我需要截断我的double值的小数位数,以便在文本框中显示。如何用vba实现这一目标?
4 个解决方案
#1
7
You can either use ROUND for FORMAT in VBA
您可以在VBA中使用ROUND for FORMAT
For example to show 2 decimal places
例如,显示2位小数
Dval = 1.56789
Debug.Print Round(dVal,2)
Debug.Print Format(dVal,"0.00")
Note: The above will give you 1.57. So if you are looking for 1.56 then you can store the Dval in a string and then do this
注意:以上将给你1.57。因此,如果您正在寻找1.56,那么您可以将Dval存储在一个字符串中然后执行此操作
Dim strVal As String
dVal = 1.56789
strVal = dVal
If InStr(1, strVal, ".") Then
Debug.Print Split(strVal, ".")(0) & "." & Left(Split(strVal, ".")(1), 2)
Else
Debug.Print dVal
End If
#2
8
If you want to round the value, then you can use the Round function (but be aware that VBA's Round function uses Banker's rounding, also known as round-to-even, where it will round a 5 up or down; to round using traditional rounding, use Format).
如果你想对值进行舍入,那么你可以使用Round函数(但要注意VBA的Round函数使用Banker的舍入,也称为round-to-even,它将向上或向下舍入5;使用传统舍入舍入,使用格式)。
If you want to truncate the value without rounding, then there's no need to use strings as in the accepted answer - just use math:
如果你想在不进行舍入的情况下截断值,那么就不需要像接受的答案那样使用字符串 - 只需使用数学:
Dim lDecimalPlaces As Long: lDecimalPlaces = 2
Dim dblValue As Double: dblValue = 2.345
Dim lScale = 10 ^ lDecimalPlaces
Dim dblTruncated As Double: dblTruncated = Fix(dblValue * lScale) / lScale
This yields "2.34".
这产生“2.34”。
#3
5
You can use Int() function. Debug.print Int(1.99543)

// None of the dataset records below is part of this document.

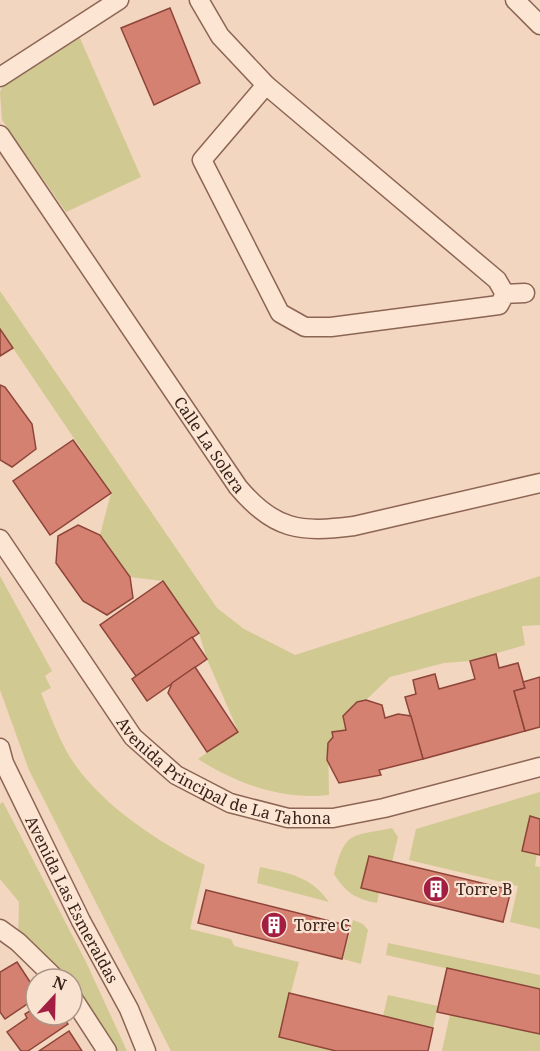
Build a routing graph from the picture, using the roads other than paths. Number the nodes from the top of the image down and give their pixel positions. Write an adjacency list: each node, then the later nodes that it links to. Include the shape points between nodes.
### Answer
1 (119, 0): 5 (street)
2 (199, 0): 6 (street, via 220,36)
3 (515, 0): 4 (street)
4 (540, 25)
5 (0, 77)
6 (266, 85): 9 (street, via 497,280); 9 (street, via 202,160 280,313 305,327 331,327 499,305)
7 (0, 135): 10 (street, Calle La Solera, via 238,487 267,517 305,529 324,530)
8 (525, 293): 9 (street)
9 (506, 294)
10 (540, 483)
11 (0, 540): 13 (street, Avenida Principal de La Tahona, via 133,737 176,775 230,803 288,818 333,818)
12 (0, 748): 18 (street, Avenida Las Esmeraldas, via 4,764)
13 (540, 766)
14 (0, 929): 15 (street)
15 (44, 967)
16 (84, 1016): 17 (street)
17 (107, 1051)
18 (146, 1051)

您可以使用Int()函数。 Debug.print Int(1.99543)
Or Better:
或更好:
Public Function Trunc(ByVal value As Double, ByVal num As Integer) As Double
Trunc = Int(value * (10 ^ num)) / (10 ^ num)
End Function
So you can use Trunc(1.99543, 4) ==> result: 1.9954
所以你可以使用Trunc(1.99543,4)==>结果:1.9954
#4
0
So fun story. I was messing around with a quick VB conversion function. I just want to truncate a double into an integer.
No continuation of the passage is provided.